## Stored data

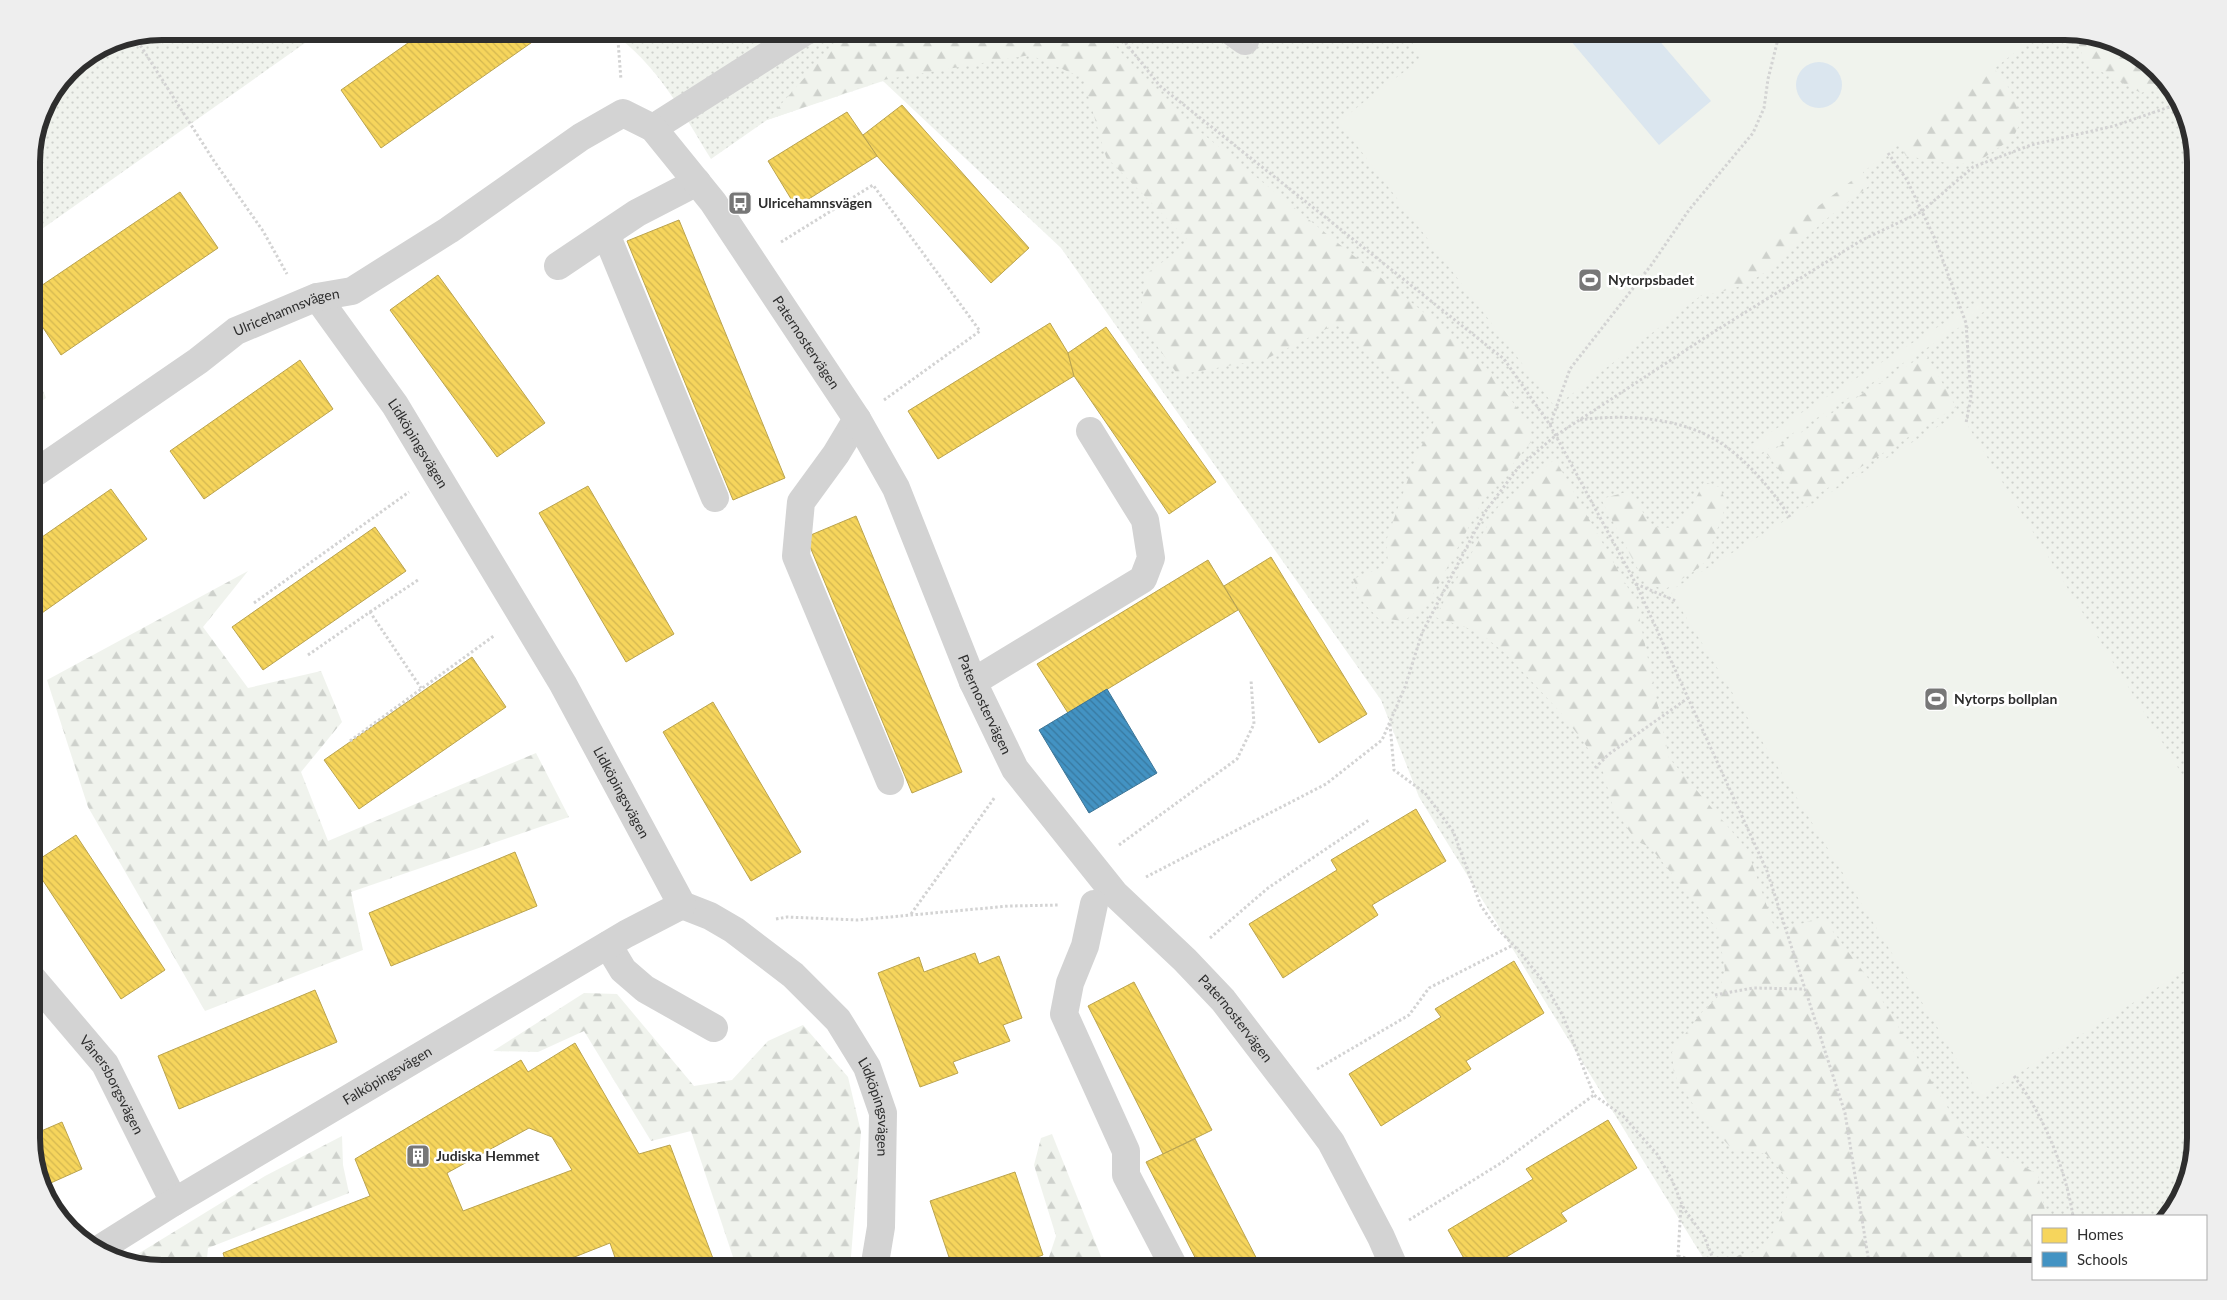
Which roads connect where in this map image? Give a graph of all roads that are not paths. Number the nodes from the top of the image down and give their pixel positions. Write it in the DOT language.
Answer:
graph roads {
  1 [pos="792,40"];
  2 [pos="623,113"];
  3 [pos="653,128"];
  4 [pos="697,182"];
  5 [pos="606,234"];
  6 [pos="558,266"];
  7 [pos="310,300"];
  8 [pos="857,419"];
  9 [pos="1090,431"];
  10 [pos="40,470"];
  11 [pos="715,498"];
  12 [pos="973,682"];
  13 [pos="890,781"];
  14 [pos="1104,899"];
  15 [pos="682,905"];
  16 [pos="608,945"];
  17 [pos="40,987"];
  18 [pos="714,1028"];
  19 [pos="174,1202"];
  20 [pos="104,1246"];
  21 [pos="876,1260"];
  22 [pos="1170,1260"];
  23 [pos="1391,1260"];
  1 -- 3 [label="street"];
  2 -- 3 [label="street, Paternostervägen"];
  2 -- 7 [label="street, Ulricehamnsvägen"];
  3 -- 4 [label="street, Paternostervägen"];
  4 -- 5 [label="street"];
  4 -- 8 [label="street, Paternostervägen"];
  5 -- 6 [label="street"];
  5 -- 11 [label="street"];
  7 -- 10 [label="street, Ulricehamnsvägen"];
  7 -- 15 [label="street, Lidköpingsvägen"];
  8 -- 12 [label="street, Paternostervägen"];
  8 -- 13 [label="street"];
  9 -- 12 [label="street"];
  12 -- 14 [label="street, Paternostervägen"];
  14 -- 22 [label="street"];
  14 -- 23 [label="street, Paternostervägen"];
  15 -- 16 [label="street, Falköpingsvägen"];
  15 -- 21 [label="street, Lidköpingsvägen"];
  16 -- 18 [label="street"];
  16 -- 19 [label="street, Falköpingsvägen"];
  17 -- 19 [label="street, Vänersborgsvägen"];
  19 -- 20 [label="street, Falköpingsvägen"];
}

## WORK INSTRUCTION
Reproduce each line of the data containing the word "roads".

## WRITTEN SOLUTION
Which roads connect where in this map image? Give a graph of all roads that are not paths. Number the nodes from the top of the image down and give their pixel positions. Write it in the DOT language.
graph roads {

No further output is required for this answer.